On the other hand, as Maurice Pomery, head of FX research at IDEAglobal, told the FT, the danger is that the bail-out vehicle would probably have to sit on the US balance sheet – which would be “very bad news in the longer run” as it may at some point constitute a downgrade of US debt and the ensuing dump of US assets could spark a huge run on the dollar. “This is some way off and there is a lot of noise to get through but the US Treasury is playing with fire,” he warned.
Just like Japan back in the bad old days, the US at this point has little choice.
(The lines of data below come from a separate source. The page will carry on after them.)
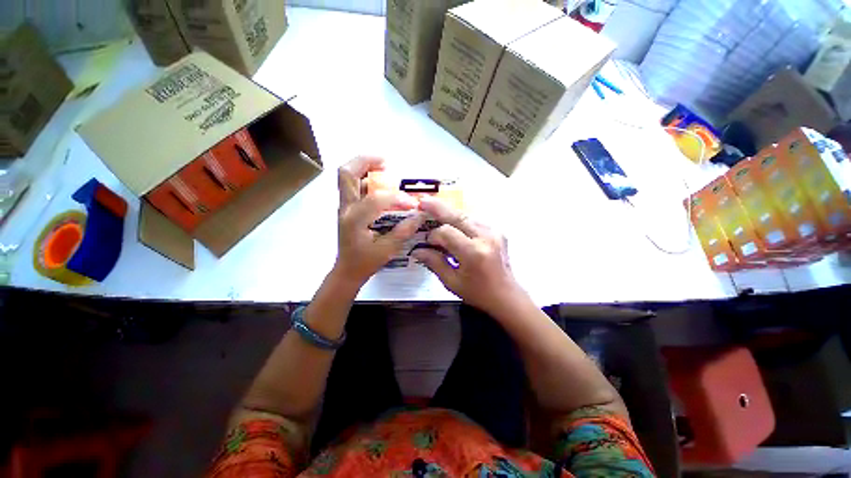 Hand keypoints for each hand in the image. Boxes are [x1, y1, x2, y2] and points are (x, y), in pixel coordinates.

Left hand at [334, 157, 424, 286]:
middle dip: (366, 161)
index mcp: (355, 220)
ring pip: (347, 176)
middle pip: (347, 173)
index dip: (397, 199)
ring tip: (384, 168)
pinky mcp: (347, 208)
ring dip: (364, 167)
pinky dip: (365, 178)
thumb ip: (404, 231)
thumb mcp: (388, 250)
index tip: (413, 205)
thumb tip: (420, 215)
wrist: (347, 270)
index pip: (377, 199)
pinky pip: (353, 185)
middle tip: (386, 162)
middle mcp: (346, 208)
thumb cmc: (365, 262)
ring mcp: (344, 206)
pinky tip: (381, 184)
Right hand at [412, 196, 525, 314]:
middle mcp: (485, 237)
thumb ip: (434, 262)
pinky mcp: (497, 231)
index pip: (447, 232)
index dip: (433, 235)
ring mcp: (494, 232)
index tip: (427, 243)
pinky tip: (452, 223)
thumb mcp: (452, 282)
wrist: (506, 295)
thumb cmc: (478, 293)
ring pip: (466, 216)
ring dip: (450, 213)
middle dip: (438, 208)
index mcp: (473, 253)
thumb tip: (417, 250)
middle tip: (423, 201)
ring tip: (434, 209)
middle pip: (458, 216)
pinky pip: (474, 221)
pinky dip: (461, 220) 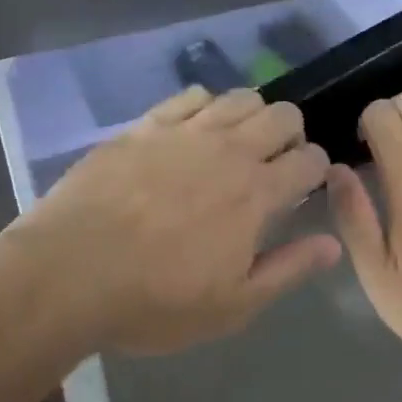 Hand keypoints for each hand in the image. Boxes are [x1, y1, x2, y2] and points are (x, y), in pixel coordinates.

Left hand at [15, 86, 339, 354]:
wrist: (68, 274)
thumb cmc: (154, 301)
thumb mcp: (232, 305)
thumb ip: (289, 269)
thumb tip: (333, 245)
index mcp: (257, 194)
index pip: (310, 160)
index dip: (315, 171)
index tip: (302, 189)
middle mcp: (229, 150)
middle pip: (283, 115)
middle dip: (290, 136)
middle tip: (272, 167)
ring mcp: (184, 132)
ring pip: (241, 97)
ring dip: (252, 116)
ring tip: (235, 146)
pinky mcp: (145, 126)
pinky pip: (191, 96)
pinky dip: (206, 106)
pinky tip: (194, 132) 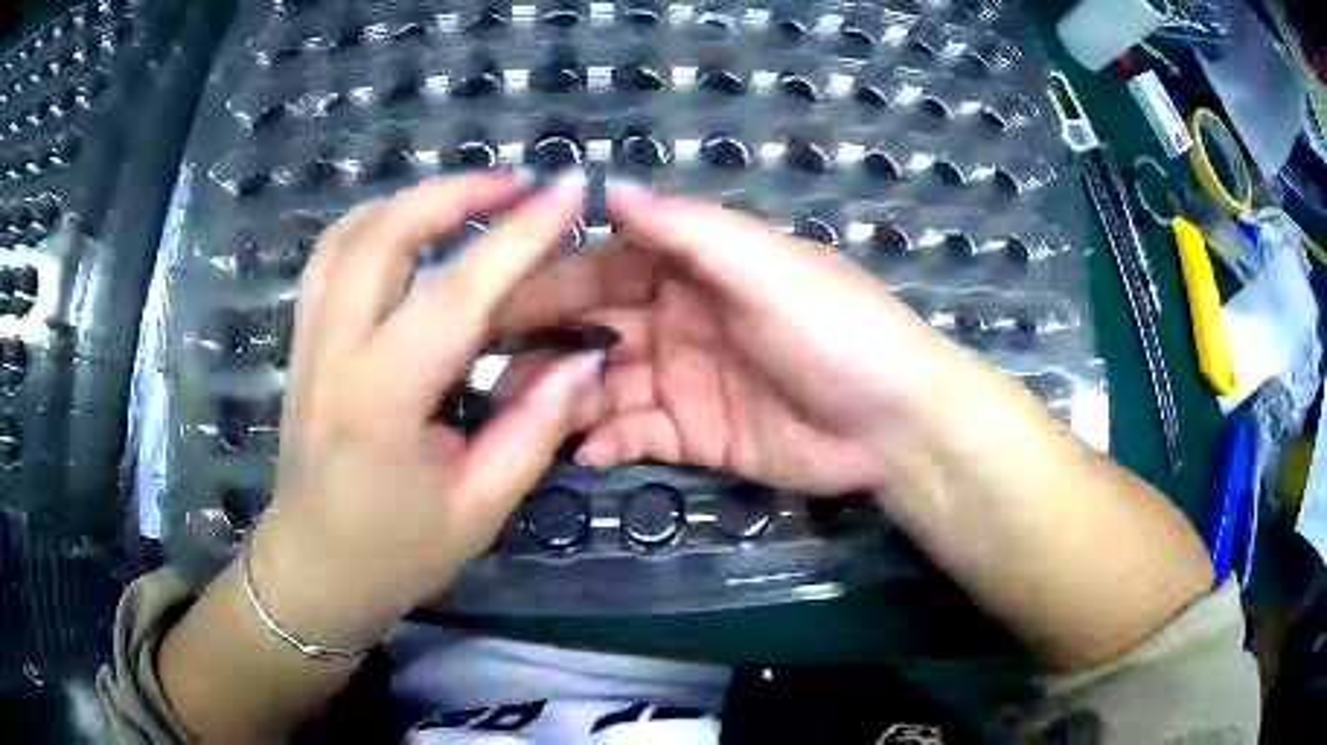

When Japan developed a similar idea in early 2002, the yen-dollar exchange rate strengthened. But, notes Richard Jerram, Macquarie Bank’s chief economist in Japan, in a Monday note, there are some important differences:
On the assumption that the US financial system needs more capital than the private sector is prepared to supply, some form of public fund injection is necessary. This can come through two routes. The most equitable route is raising as much capital (probably in the form of preferred shares) as necessary once reasonable provision is made for impairments to banks’ balance sheets. This might be unacceptable to a Republican administration.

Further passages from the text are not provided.